START Exercise data
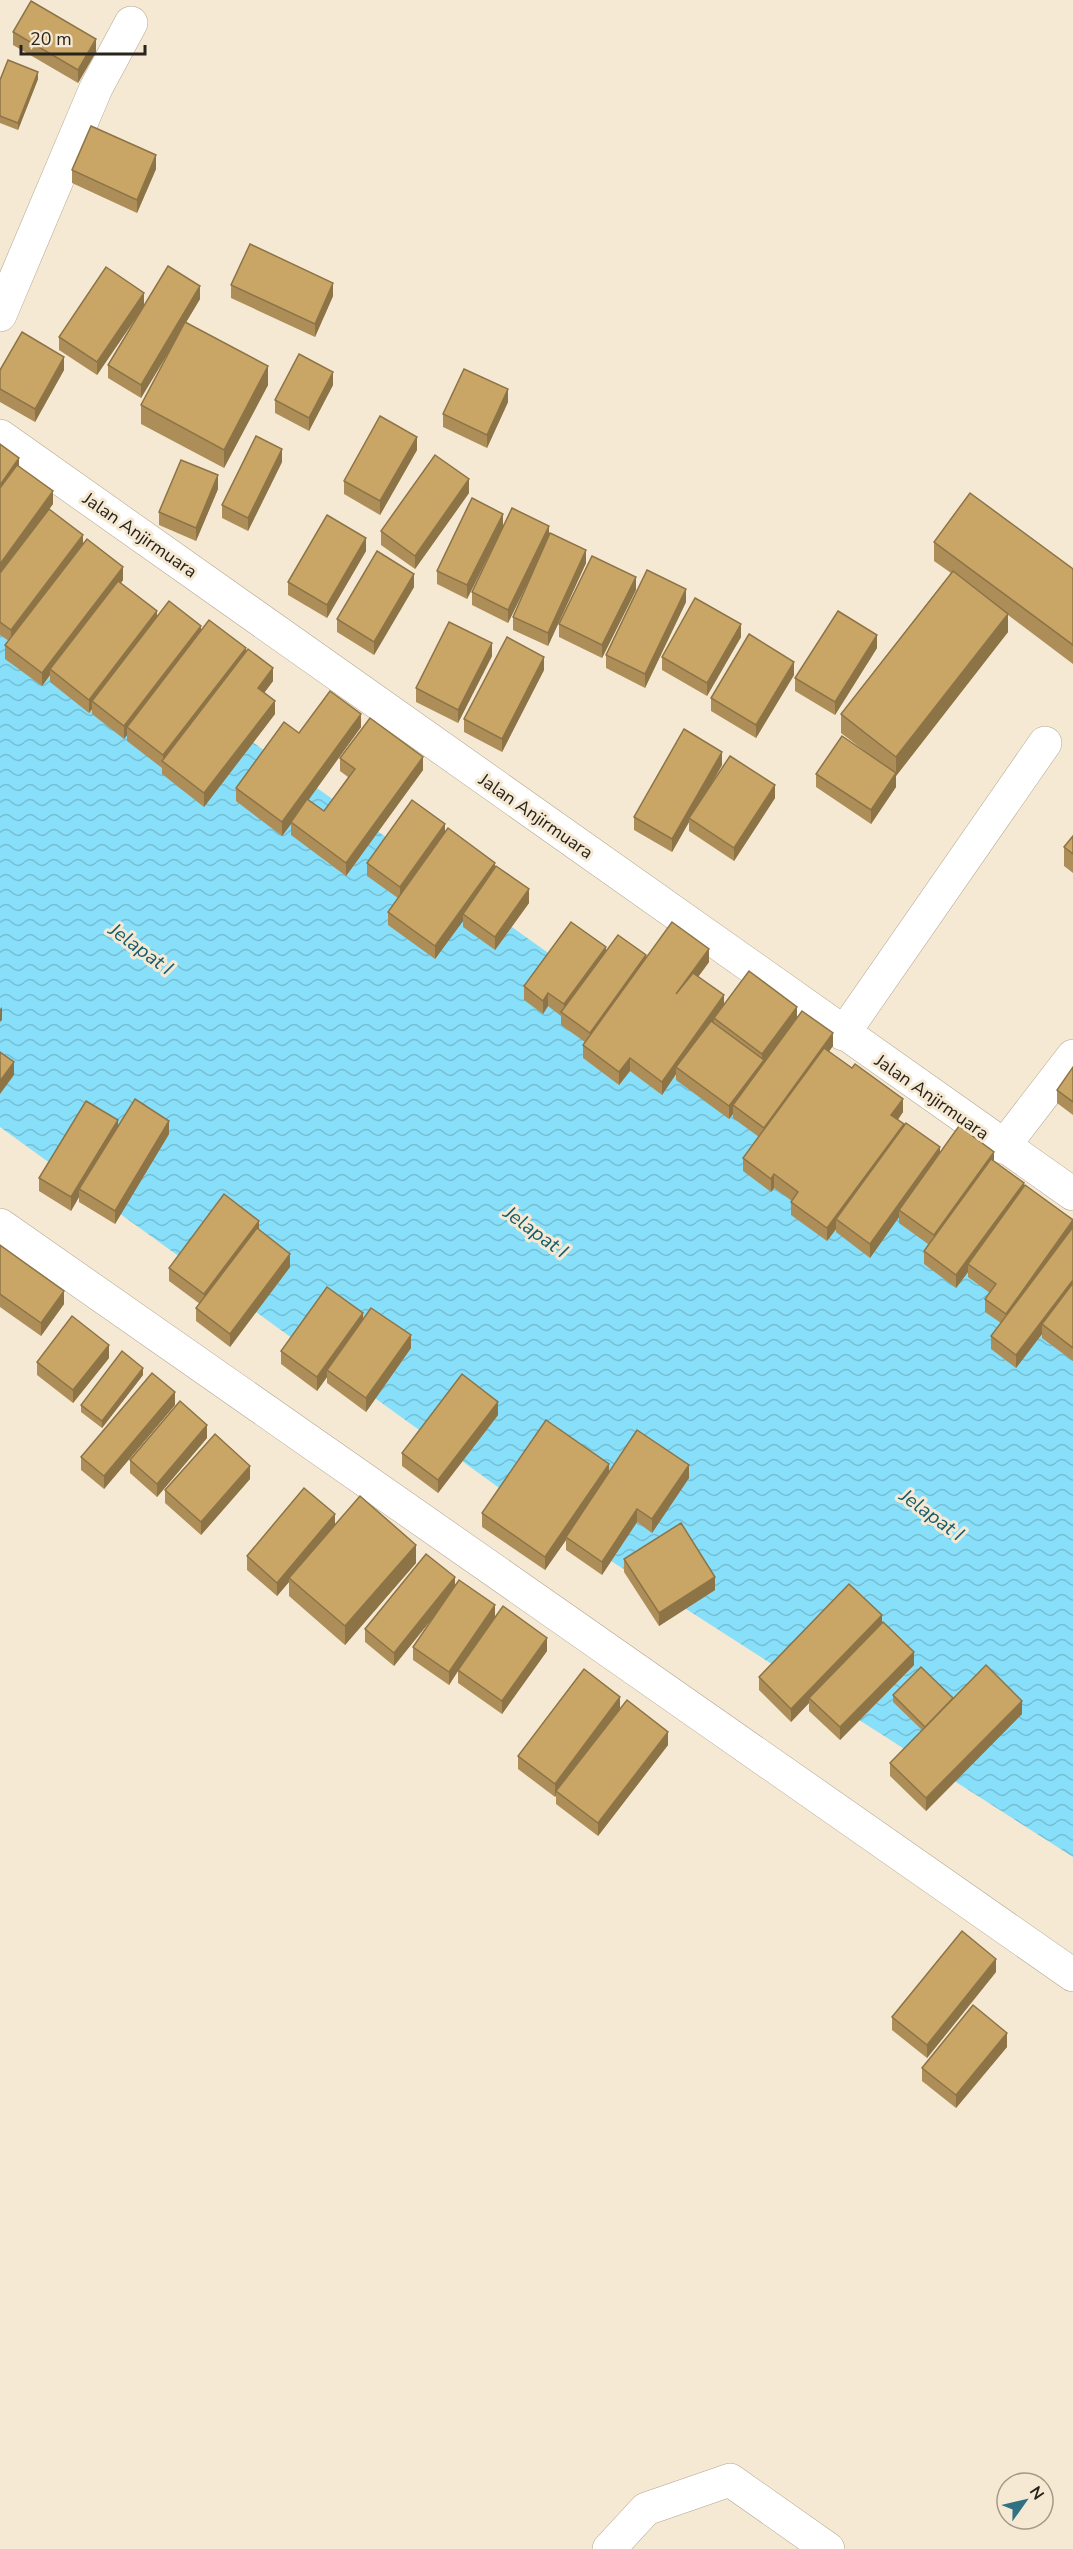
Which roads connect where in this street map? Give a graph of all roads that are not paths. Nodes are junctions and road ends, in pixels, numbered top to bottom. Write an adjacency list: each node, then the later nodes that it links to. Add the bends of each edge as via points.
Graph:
1 (131, 23): 2 (street, via 96,88)
2 (0, 315)
3 (0, 436): 5 (street, Jalan Anjirmuara)
4 (1045, 743): 5 (street)
5 (843, 1034): 7 (street, Jalan Anjirmuara)
6 (1073, 1056): 7 (street)
7 (1003, 1148): 8 (street, Jalan Anjirmuara)
8 (1073, 1194)
9 (0, 1225): 10 (street)
10 (1073, 1975)
11 (609, 2549): 12 (street, via 646,2509 730,2480)
12 (828, 2549)

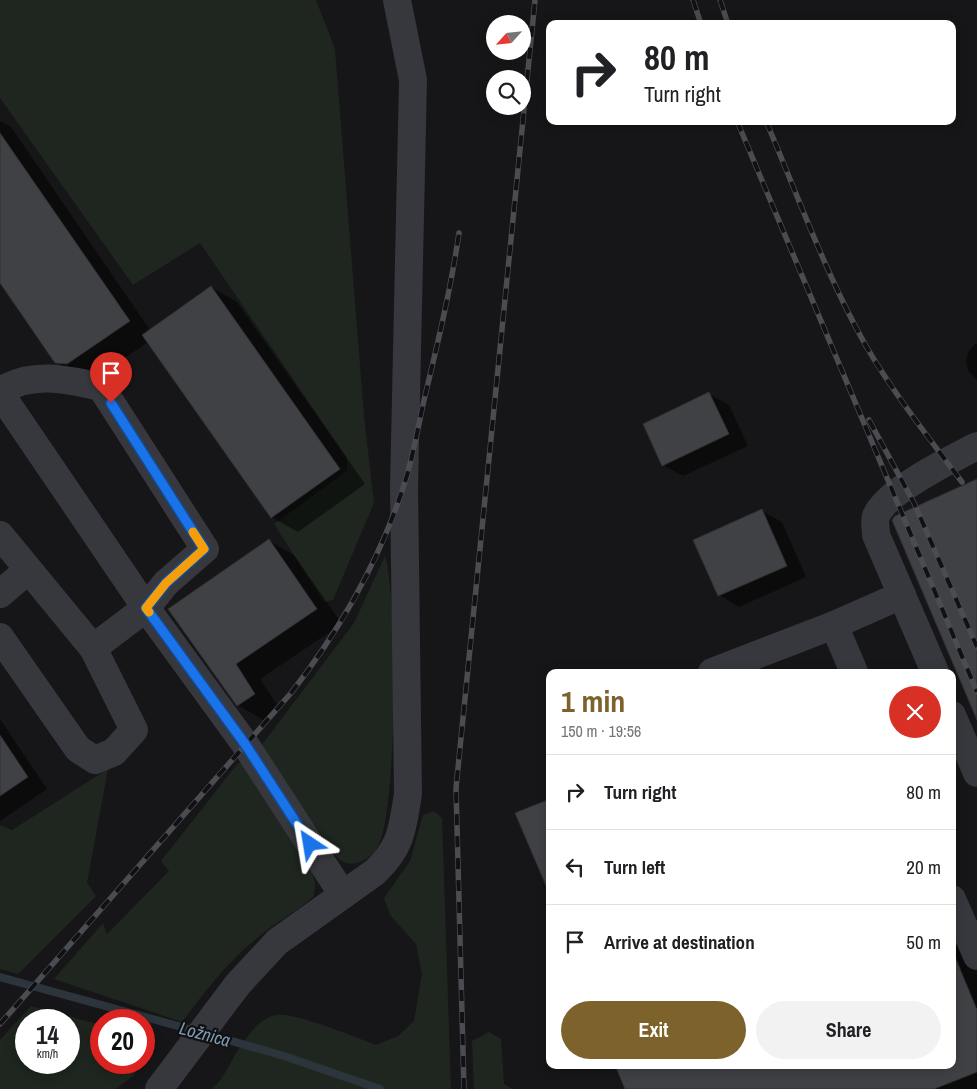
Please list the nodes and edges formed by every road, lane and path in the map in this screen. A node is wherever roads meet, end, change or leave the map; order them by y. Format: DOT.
graph roads {
  1 [pos="397,0"];
  2 [pos="0,392"];
  3 [pos="977,446"];
  4 [pos="0,535"];
  5 [pos="28,570"];
  6 [pos="0,594"];
  7 [pos="902,595"];
  8 [pos="146,608"];
  9 [pos="855,616"];
  10 [pos="0,637"];
  11 [pos="93,648"];
  12 [pos="720,669"];
  13 [pos="854,669"];
  14 [pos="934,669"];
  15 [pos="956,724"];
  16 [pos="977,773"];
  17 [pos="343,895"];
  18 [pos="956,908"];
  19 [pos="977,956"];
  20 [pos="160,1088"];
  1 -- 17 [label="street"];
  2 -- 8 [label="street"];
  2 -- 8 [label="street"];
  3 -- 7 [label="street"];
  4 -- 5 [label="street"];
  5 -- 6 [label="street"];
  5 -- 11 [label="street"];
  7 -- 9 [label="street"];
  7 -- 14 [label="street"];
  8 -- 11 [label="street"];
  8 -- 17 [label="street"];
  9 -- 12 [label="street"];
  9 -- 13 [label="street"];
  10 -- 11 [label="street"];
  15 -- 16 [label="street"];
  17 -- 20 [label="street"];
  18 -- 19 [label="street"];
}
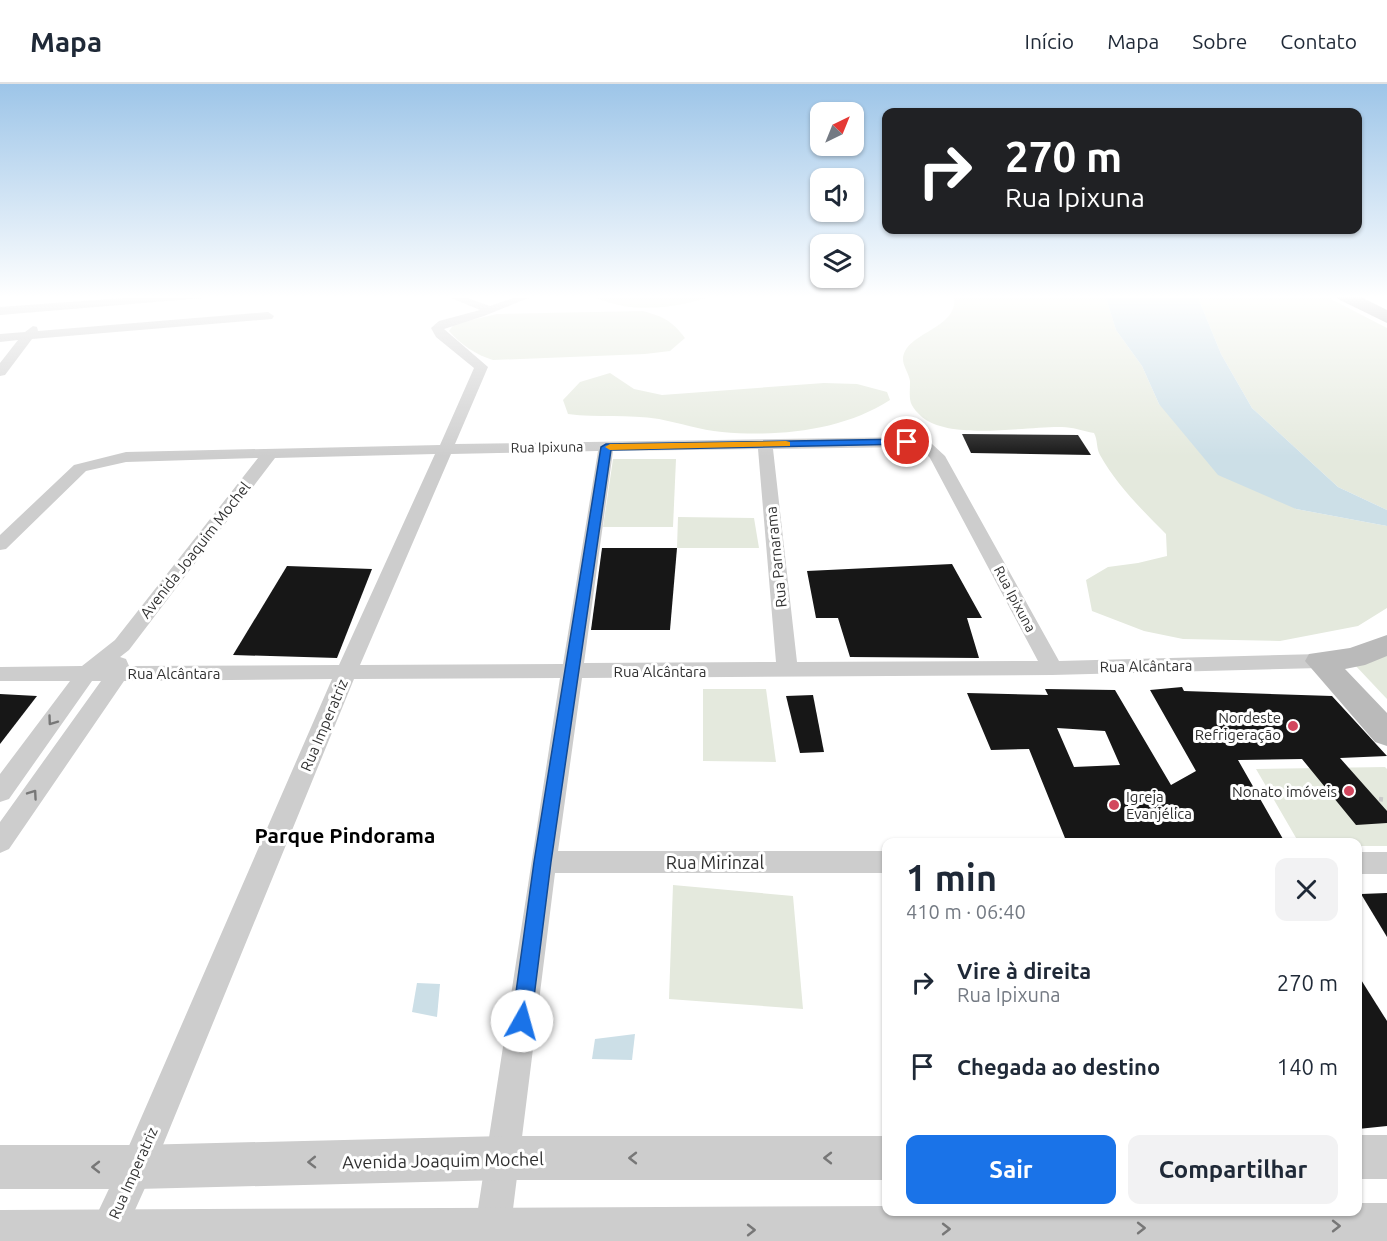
END Exercise data
§ Exercise requirements: The answer consists solely of the lines from the one holding "Please list the" through the last line of the entries above, set down verbatim, without any pictures.

§ Written answer:
Please list the nodes and edges formed by every road, lane and path in the map in this screen. A node is wherever roads meet, end, change or leave the map; order them by y. Format: DOT.
graph roads {
  1 [pos="397,0"];
  2 [pos="0,392"];
  3 [pos="977,446"];
  4 [pos="0,535"];
  5 [pos="28,570"];
  6 [pos="0,594"];
  7 [pos="902,595"];
  8 [pos="146,608"];
  9 [pos="855,616"];
  10 [pos="0,637"];
  11 [pos="93,648"];
  12 [pos="720,669"];
  13 [pos="854,669"];
  14 [pos="934,669"];
  15 [pos="956,724"];
  16 [pos="977,773"];
  17 [pos="343,895"];
  18 [pos="956,908"];
  19 [pos="977,956"];
  20 [pos="160,1088"];
  1 -- 17 [label="street"];
  2 -- 8 [label="street"];
  2 -- 8 [label="street"];
  3 -- 7 [label="street"];
  4 -- 5 [label="street"];
  5 -- 6 [label="street"];
  5 -- 11 [label="street"];
  7 -- 9 [label="street"];
  7 -- 14 [label="street"];
  8 -- 11 [label="street"];
  8 -- 17 [label="street"];
  9 -- 12 [label="street"];
  9 -- 13 [label="street"];
  10 -- 11 [label="street"];
  15 -- 16 [label="street"];
  17 -- 20 [label="street"];
  18 -- 19 [label="street"];
}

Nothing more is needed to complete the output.